Cristina Casalinho
Cristina Casalinho 03 de janeiro de 2019 às 20:30

Os vinte anos do euro

Da crise emergiu uma entidade fulcral para a consolidação do euro: o Banco Central Europeu (BCE), a grande âncora da resolução da crise.

O euro celebrou vinte anos recentemente. Nesta curta existência, tem vivenciado fases muito distintas. A sua infância foi pacífica e virtuosa, caracterizada por crescimento económico, intensificação da convergência entre Estados-membros, redução global e individual da perceção de risco. Esta visão favorável escondia, contudo, uma faceta sombria, visível na acumulação de desequilíbrios macroeconómicos em algumas economias, designadamente na periferia da zona euro. A insustentabilidade destes desajustes conjunturais determinaram a crise do euro, a qual dominou os destinos desta zona económica desde 2008. Portanto, a adolescência do euro foi atribulada e rebelde.
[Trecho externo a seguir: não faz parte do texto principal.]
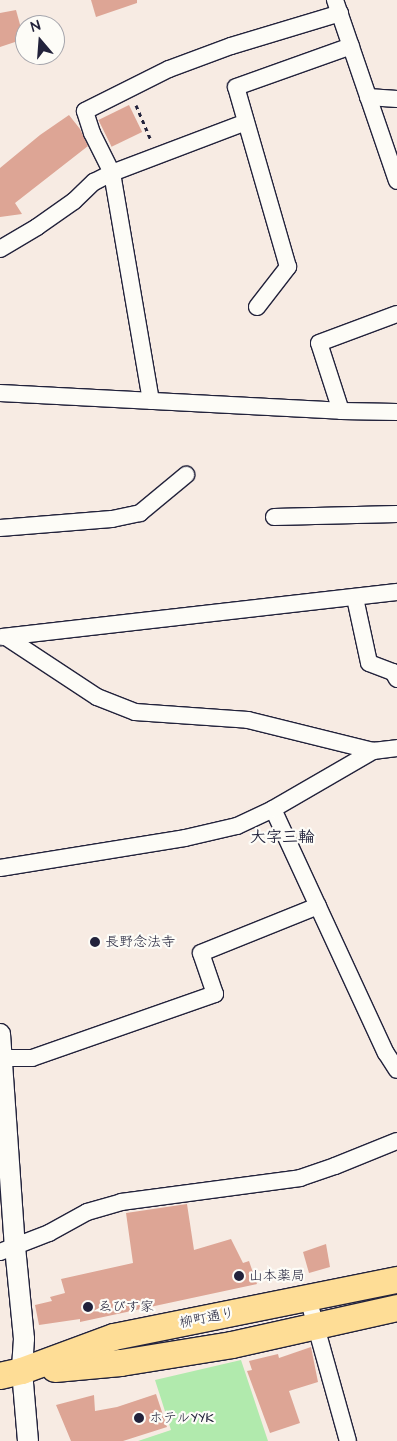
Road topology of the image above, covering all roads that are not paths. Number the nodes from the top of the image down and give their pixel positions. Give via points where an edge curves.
1 (338, 7) edge
2 (351, 46) junction
3 (368, 97) junction
4 (397, 99) edge
5 (246, 122) junction
6 (112, 173) junction
7 (397, 180) edge
8 (0, 249) edge
9 (257, 307) dead end
10 (397, 314) edge
11 (0, 392) edge
12 (150, 402) junction
13 (341, 412) junction
14 (397, 412) edge
15 (186, 475) dead end
16 (397, 514) edge
17 (274, 517) dead end
18 (0, 528) edge
19 (397, 592) edge
20 (356, 598) junction
21 (3, 637) edge
22 (397, 679) edge
23 (397, 748) edge
24 (373, 751) junction
25 (273, 809) junction
26 (0, 868) edge
27 (318, 906) junction
28 (0, 1034) edge
29 (2, 1058) junction
30 (397, 1070) edge
31 (397, 1142) edge
32 (7, 1250) edge
33 (397, 1280) edge
34 (308, 1298) junction
35 (397, 1308) edge
36 (315, 1327) junction
37 (11, 1374) edge
38 (28, 1441) edge
39 (348, 1441) edge

1 - 2 street
1 - 6 street via 168,69 85,111
2 - 3 street
2 - 5 street via 236,86
3 - 4 street
3 - 7 street
5 - 6 street
5 - 9 street via 288,267
6 - 8 street via 94,182 74,201
6 - 12 street
10 - 13 street via 319,343
11 - 12 street
12 - 13 street
13 - 14 street
15 - 18 street via 140,513 112,519
16 - 17 street
19 - 20 street
20 - 21 street
20 - 22 street via 369,663 393,672
21 - 24 street via 97,697 135,712 248,720
23 - 24 street
24 - 25 street
25 - 26 street via 237,826 194,836
25 - 27 street
27 - 29 street via 201,953 215,994 32,1058
27 - 30 street via 386,1053
28 - 29 street
29 - 32 street
31 - 32 street via 300,1178 121,1202 87,1212 49,1233
32 - 37 street via 24,1338
33 - 34 highway, 柳町通り
34 - 36 street
34 - 37 highway, 柳町通り via 114,1337
35 - 36 highway
36 - 37 highway via 121,1364
36 - 39 street
37 - 38 street

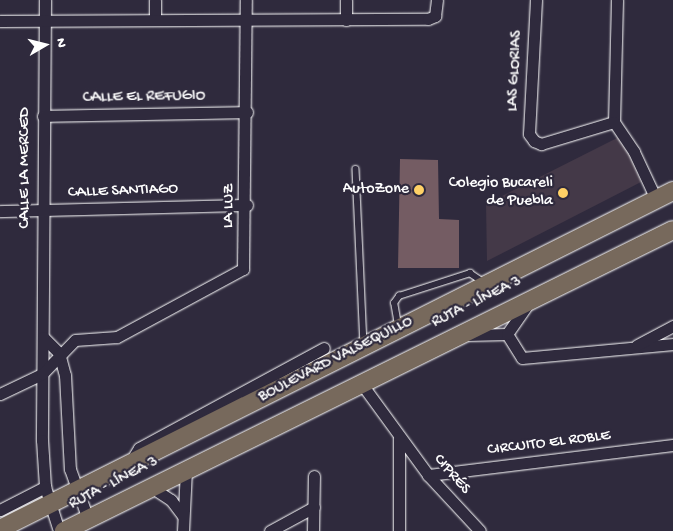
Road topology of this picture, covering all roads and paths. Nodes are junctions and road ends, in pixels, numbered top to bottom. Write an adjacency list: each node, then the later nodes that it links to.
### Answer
1 (45, 0): 12 (street, CALLE LA MERCED)
2 (155, 0): 8 (street)
3 (246, 0): 9 (street, LA LUZ)
4 (346, 0): 10 (street)
5 (437, 0): 10 (street)
6 (536, 0): 15 (street, LAS GLORIAS)
7 (617, 0): 15 (street)
8 (155, 20): 9 (street); 12 (street)
9 (246, 20): 10 (street); 13 (street, LA LUZ)
10 (346, 20)
11 (0, 21): 12 (street)
12 (42, 21): 14 (street, CALLE LA MERCED)
13 (247, 112): 14 (street, CALLE EL REFUGIO); 19 (street, LA LUZ)
14 (42, 116): 21 (street, CALLE LA MERCED)
15 (614, 122): 18 (street)
16 (356, 169): 32 (lane)
17 (673, 190): 18 (main road, BOULEVARD VALSEQUILLO)
18 (664, 198): 24 (main road, BOULEVARD VALSEQUILLO); 47 (lane)
19 (247, 205): 21 (street, CALLE SANTIAGO); 35 (street, LA LUZ)
20 (0, 211): 21 (street, CALLE SANTIAGO)
21 (43, 211): 30 (street, CALLE LA MERCED)
22 (673, 222): 51 (lane, RUTA - LÍNEA 3)
23 (673, 230): 25 (main road, BOULEVARD VALSEQUILLO)
24 (486, 284): 27 (main road, BOULEVARD VALSEQUILLO); 27 (lane)
25 (532, 298): 28 (street); 29 (main road, BOULEVARD VALSEQUILLO)
26 (673, 326): 34 (street)
27 (398, 329): 32 (main road, BOULEVARD VALSEQUILLO)
28 (507, 334): 29 (street); 34 (street)
29 (460, 335): 37 (main road, BOULEVARD VALSEQUILLO)
30 (44, 337): 35 (street); 36 (street, CALLE LA MERCED)
31 (673, 344): 34 (street)
32 (364, 346): 39 (main road, BOULEVARD VALSEQUILLO)
33 (324, 348): 39 (street)
34 (631, 348)
35 (60, 354): 36 (street); 47 (street)
36 (42, 374): 38 (street); 45 (street, CALLE LA MERCED)
37 (361, 383): 40 (street, CIPRÉS); 42 (main road, BOULEVARD VALSEQUILLO)
38 (0, 394)
39 (213, 416): 47 (main road, BOULEVARD VALSEQUILLO)
40 (399, 438): 43 (street, CIPRÉS); 59 (street)
41 (673, 445): 43 (street, CIRCUITO EL ROBLE)
42 (186, 469): 46 (main road, BOULEVARD VALSEQUILLO); 52 (street)
43 (428, 475): 60 (street, CIPRÉS)
44 (314, 476): 49 (street)
45 (45, 487): 48 (street, CALLE LA MERCED); 50 (street)
46 (151, 487): 51 (main road, BOULEVARD VALSEQUILLO); 52 (street)
47 (79, 493): 48 (main road, BOULEVARD VALSEQUILLO); 51 (street)
48 (51, 507): 53 (main road, BOULEVARD VALSEQUILLO); 54 (street, CALLE LA MERCED); 55 (lane)
49 (314, 507): 57 (street); 58 (street)
50 (0, 510)
51 (87, 516): 54 (main road, BOULEVARD VALSEQUILLO)
52 (183, 516): 56 (street)
53 (0, 529)
54 (58, 530)
55 (12, 531)
56 (183, 531)
57 (270, 531)
58 (313, 531)
59 (399, 531)
60 (480, 531)

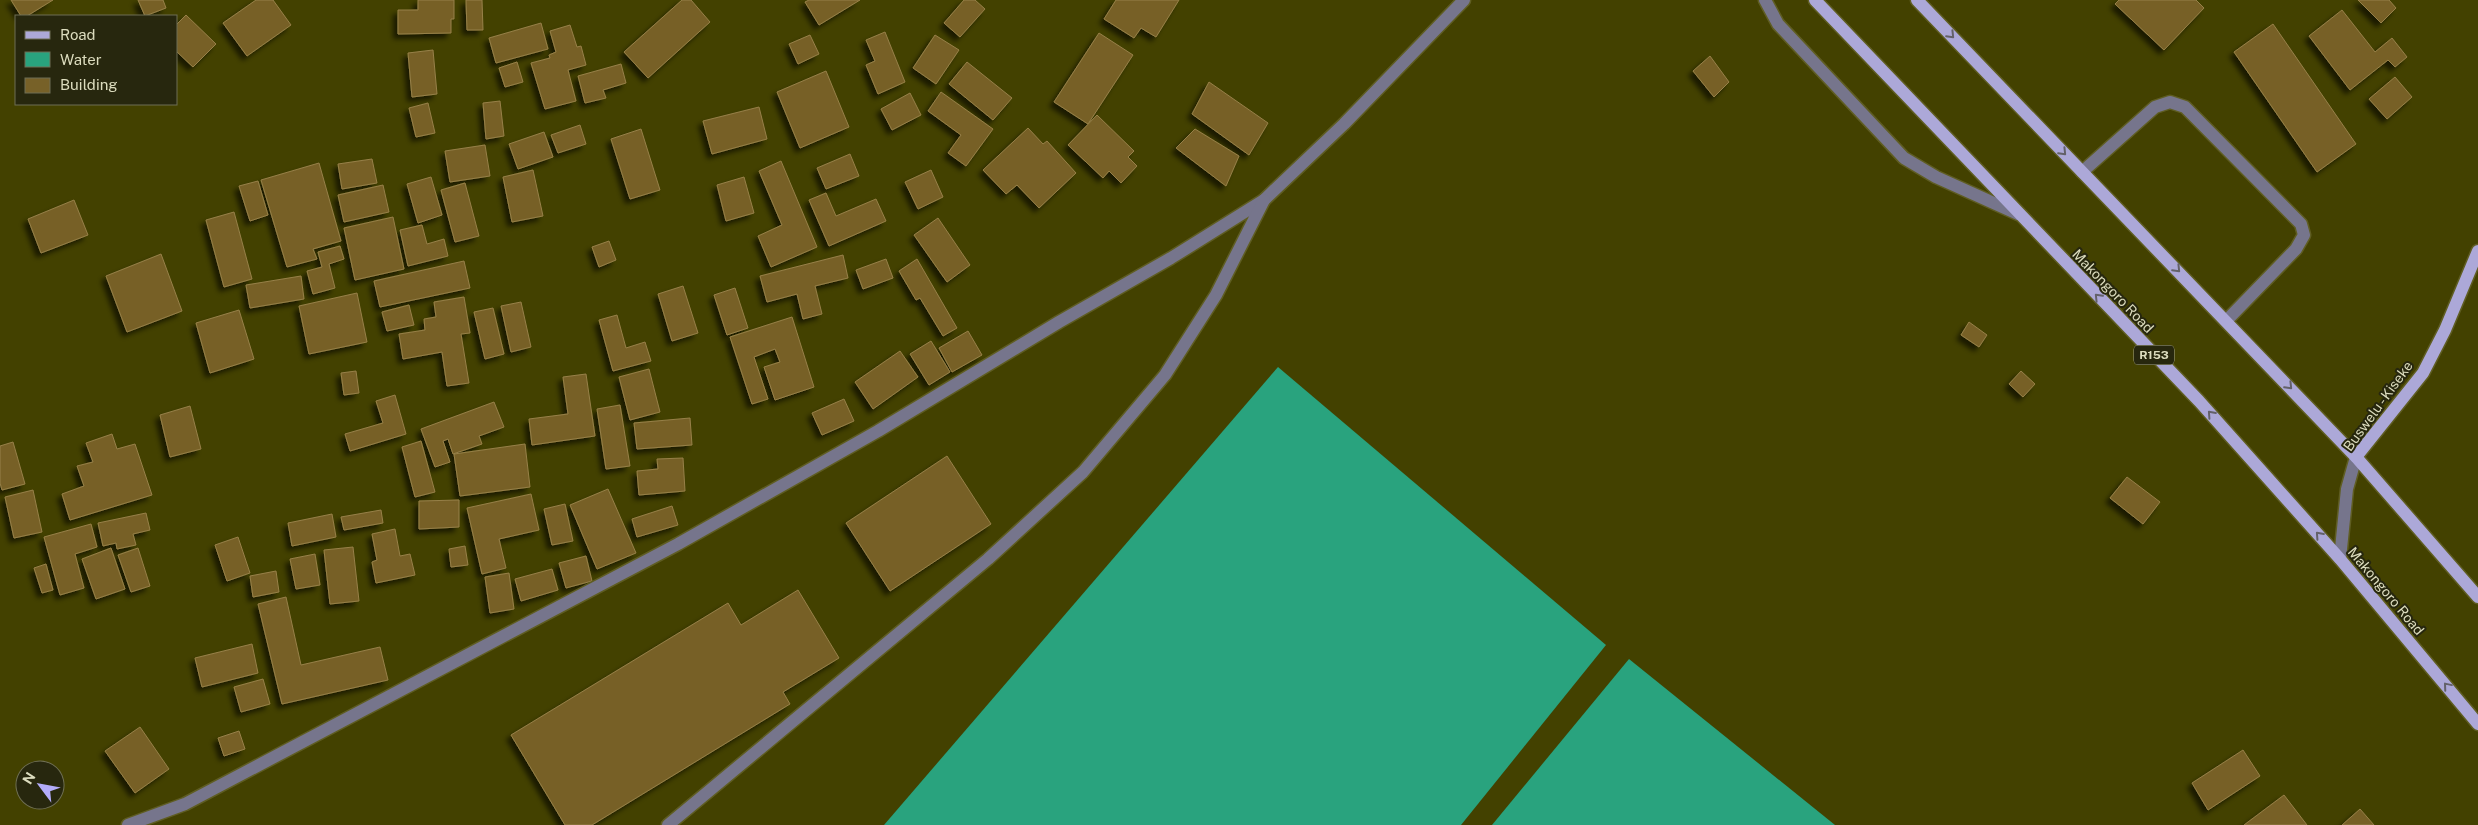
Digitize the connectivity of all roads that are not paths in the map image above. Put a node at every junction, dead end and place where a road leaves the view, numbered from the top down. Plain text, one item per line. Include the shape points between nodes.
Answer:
1 (1464, 0) edge
2 (1765, 0) edge
3 (1816, 0) edge
4 (1917, 0) edge
5 (2082, 172) junction
6 (1264, 200) junction
7 (2018, 214) junction
8 (2478, 251) edge
9 (2227, 320) junction
10 (2356, 457) junction
11 (2340, 559) junction
12 (2478, 598) edge
13 (2478, 724) edge
14 (128, 825) edge
15 (668, 825) edge

1 - 6 street via 1344,124
2 - 7 street via 1778,24 1904,158 1936,177
3 - 7 main road, Makongoro Road / R153
4 -> 5 main road
5 -> 9 main road
5 - 9 street via 2156,107 2170,102 2185,107 2301,224 2304,235 2296,249
6 - 14 street via 878,432 678,544 193,800
6 - 15 street via 1216,296 1165,375 1083,472 988,559
11 -> 7 main road, Makongoro Road / R153 via 2198,401
8 - 10 main road, Buswelu - Kiseke via 2423,373
9 -> 10 main road
10 - 11 street, Buswelu - Kiseke via 2347,489
10 - 12 main road
13 -> 11 main road, Makongoro Road / R153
Após alguns anos de forte perigo de implosão do projeto, a crise foi debelada por via do robustecimento do quadro institucional, com o fortalecimento de algumas das instituições existentes e criação de novas entidades com vista a colmatar falhas de construção.

 

Para a próxima década, os desafios encontram-se bem identificados. O otimismo ingénuo da primeira década cedeu lugar ao pessimismo ou ceticismo quase militante nos dez anos seguintes. Neste momento, vive-se uma fase de realismo e avaliação da capacidade política para novo salto em frente. Da crise emergiu uma entidade fulcral para a consolidação do euro: o Banco Central Europeu (BCE), a grande âncora da resolução da crise. Porém, a política económica europeia não se resume à existência da política monetária e cambial. Existe um banco central a par de dezanove Estados-membros, com políticas económicas e orçamentais distintas. O empenho do BCE no apoio ao projeto europeu é inquebrantável. Porém, o suporte dos Estados-membros a uma mesma visão do projeto europeu é mais questionável. Esta incerteza parece contagiar a capacidade de mobilização do euro.

 

Os próximos passos de evolução são conhecidos e a recente proposta de reforma do euro ilustra-os. Antecipa-se a conclusão da União Bancária, com avanços respeitantes ao reforço dos mecanismos de seguro de risco de crédito entre Estados-membros e ao enfraquecimento do nexo entre bancos e soberanos. Deverão ser igualmente dados passos no sentido de maior integração de mercados financeiros e de capitais, por forma a mitigar as desvantagens competitivas entre empresas de diferentes países na obtenção de financiamento. A este respeito, importa promover maior harmonização dos regimes nacionais de insolvência e da regulação de instrumentos financeiros(1). Finalmente, constata-se a necessidade de introdução de mecanismos de partilha de risco orçamental. Este progresso reduzirá riscos orçamentais individuais e dependência excessiva da política monetária como instrumento primordial/único para resolução de crises na área do euro.

 

Considerando a reforma do euro recentemente decidida, saúdam-se os avanços relativos ao orçamento da área do euro, um instrumento orçamental não-cíclico que apoia convergência e competitividade, bem como a discussão inicial sobre uma ferramenta comum de estabilização; por exemplo: esquema comum de seguro de desemprego. Todavia, a possibilidade de maior partilha de risco deverá ser ancorada ou combinada com menor risco idiossincrático dos países. O contributo nacional permanece preponderante para a gestão de crises. Assim, impõe-se aos Estados-membros, a mitigação dos principais fatores de risco individual. Dentro deste conjunto, pontuam, entre outro: a redução da alavancagem da economia; a contenção da dependência de financiamento externo (saldos externos no mínimo equilibrados); a diminuição do peso de ativos não-produtivos nos balanços dos bancos. Em resumo, importa que cada país promova a remoção de barreiras estruturais ao crescimento, assegurando maior resistência a choques adversos e crescimento potencial mais elevado, sustentável e inclusivo, com vista a garantir um futuro mais equilibrado, partilhado, e duradouro do projeto europeu. O lema "Um por todos e todos por um" aplicado ao euro começa no empenho/foco individual (ou: a resolução dos problemas [coletivos] começa em "casa"). 

 

Votos de bom ano 2019!

 

(1)A saída do Reino Unido da EU tem fornecido clara evidência da manta de retalho que a (implementação da) regulação de mercados e instrumentos financeiros é na União Europeia.